The problem with this construct in this situation is that it's not granular enough. I'd like to get the first_thing if possible and assign None to the others if I can't get them. I could you multiple try/except blocks, but it quickly becomes very unreadable.

Another way of doing it is to test everything before we find it:

this = root.find('this')
if this is not None:
    this2 = this.find('this2')
    if this2 is not None:
        # iteration over None just skips the loop, so no need to check here
        for entry in this2.findall('entry')
            ...

The problems with this is obvious. Look at that nesting! I'd be halfway across the screen before I got anything done! However, this pattern can be abstracted into a function.

def find_or_none(node, taglist):
    for tag in taglist:
        node = node.find(tag)
        if node is None:
            return node
    return node

This compressed error handling could also be implemented using exceptions. With this punted error handling, the code becomes:

this2 = find_or_none(root, ['this', 'this2'])
if this2 is not None:
    for entry  in this2.findall('entry')
        first_thing = entry.text
        next_entries = entry.find('this3')
        if next_entries is not None:
            for ...

This works, but there's one way I think it can be improved. Instead of checking if something is not None, check if it is None and break, continue, or return the heck away from the error.

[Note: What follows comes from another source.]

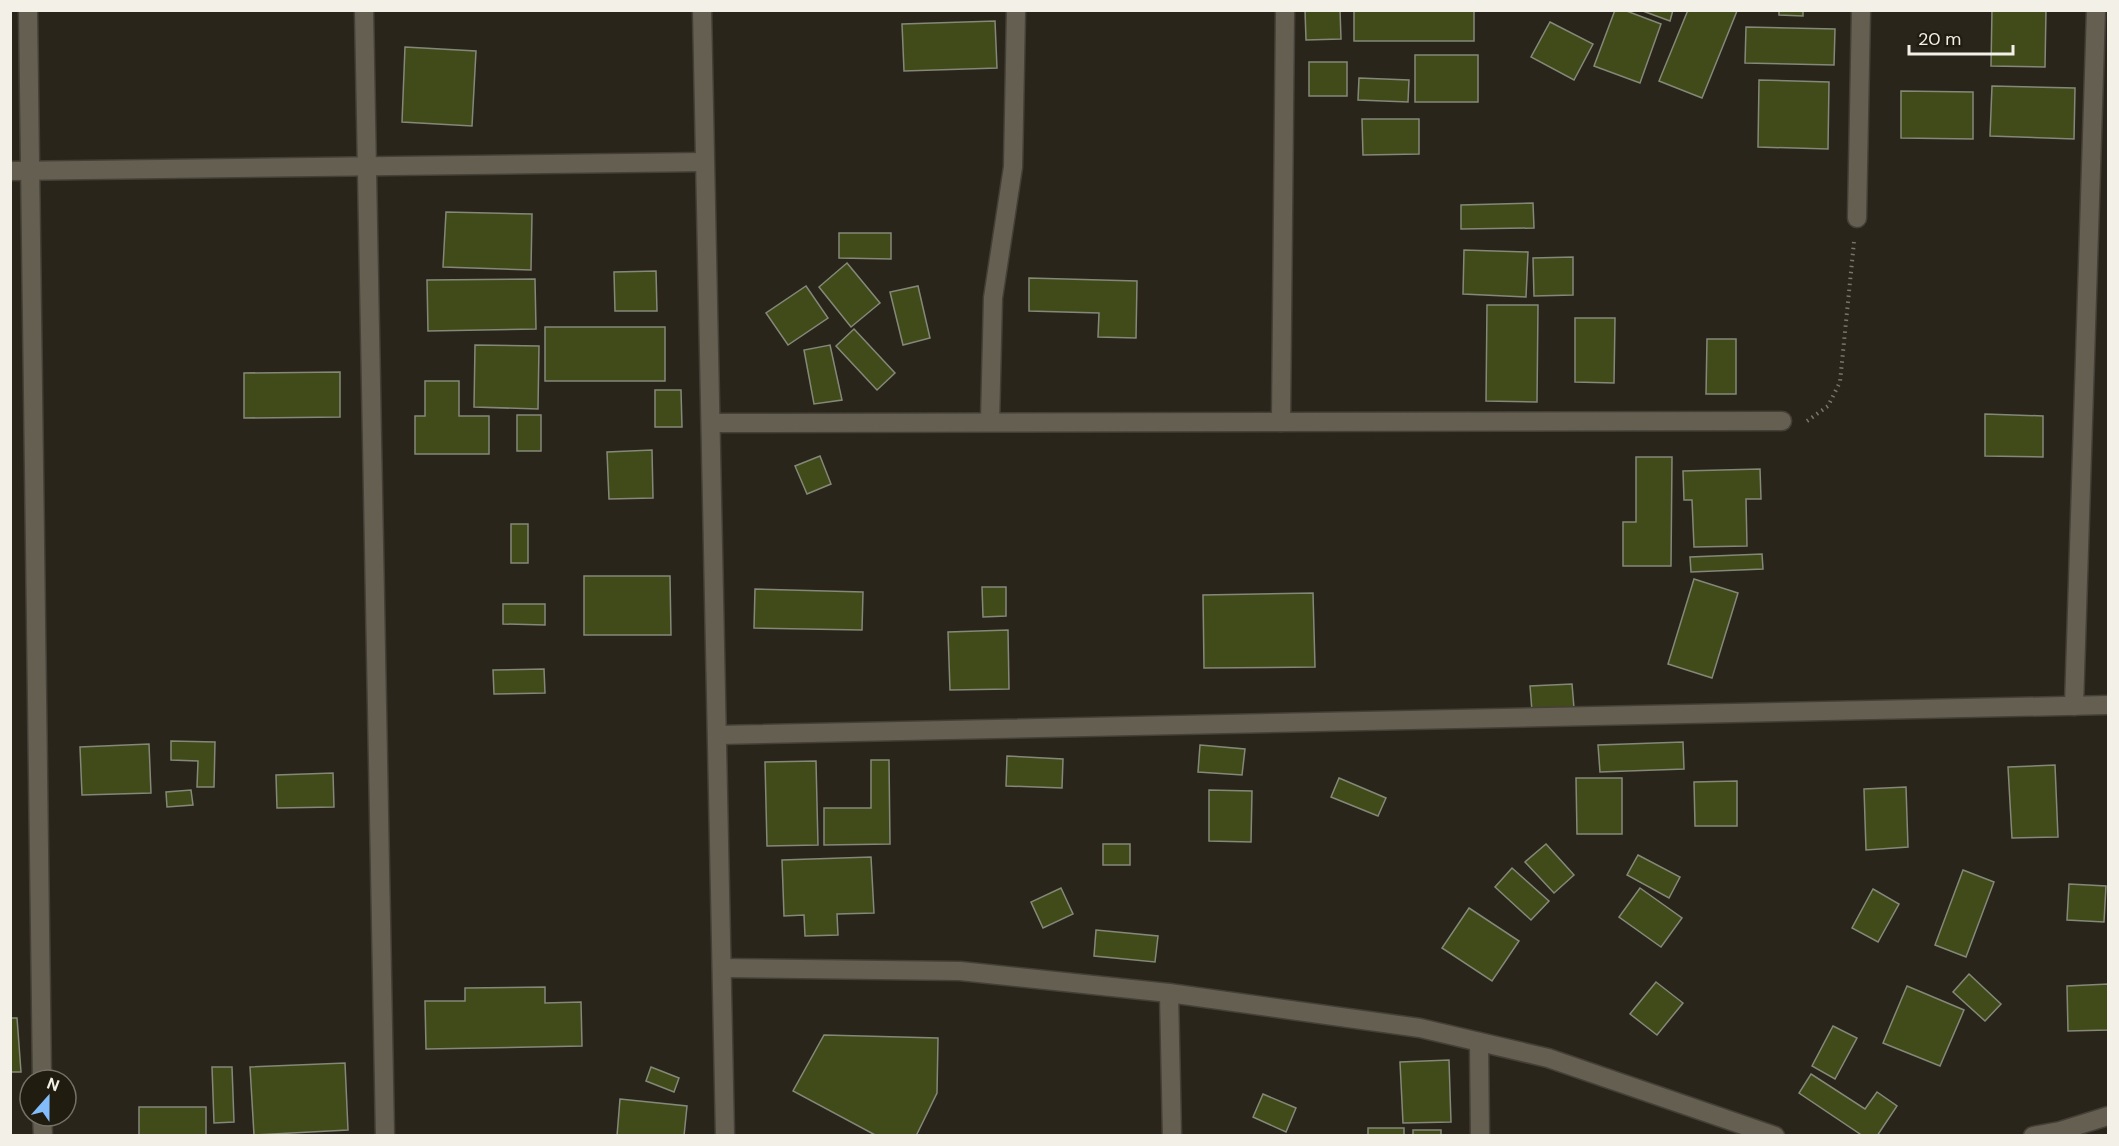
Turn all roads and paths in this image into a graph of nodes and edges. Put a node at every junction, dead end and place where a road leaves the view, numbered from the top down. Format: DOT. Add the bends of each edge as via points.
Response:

With this change, I get fairly clean error handling:

this2 = find_or_none(root, 'this', 'this2')
if this2 is None:
    return None
for entry in this2.findall('entry'):
    first_thing = entry.text
    this3 = entry.find('this3')
    if this3 is None:
        continue  # or `break` or `return` if that's appropriate
    for next_entry in this3.findall('next_entry'):
        thing_i_want = next_entry.find('thing_i_want')
        if thing_i_want is not None:
            thing_i_want = thing_i_want.text
        other_thing = find_or_none(next_entry, ['junk', 'other_thing'])
        if other_thing is not None:
            other_thing = other_thing.text

It's not pretty, but it works. Other techniques in other languages for this kind of thing are C#'s null-conditional operator and Functional Programming's monadic error handling. There's also an excellent video including a functional approach to this this (and other) problems. Rust also has a monadic approach to error handling. After I read/watch this stuff again, I'll probably be ashamed of this post, but until then, it's up :)

Update: I still find this useful for some things, but XML handling is best handled by XSLT! Use XSLT!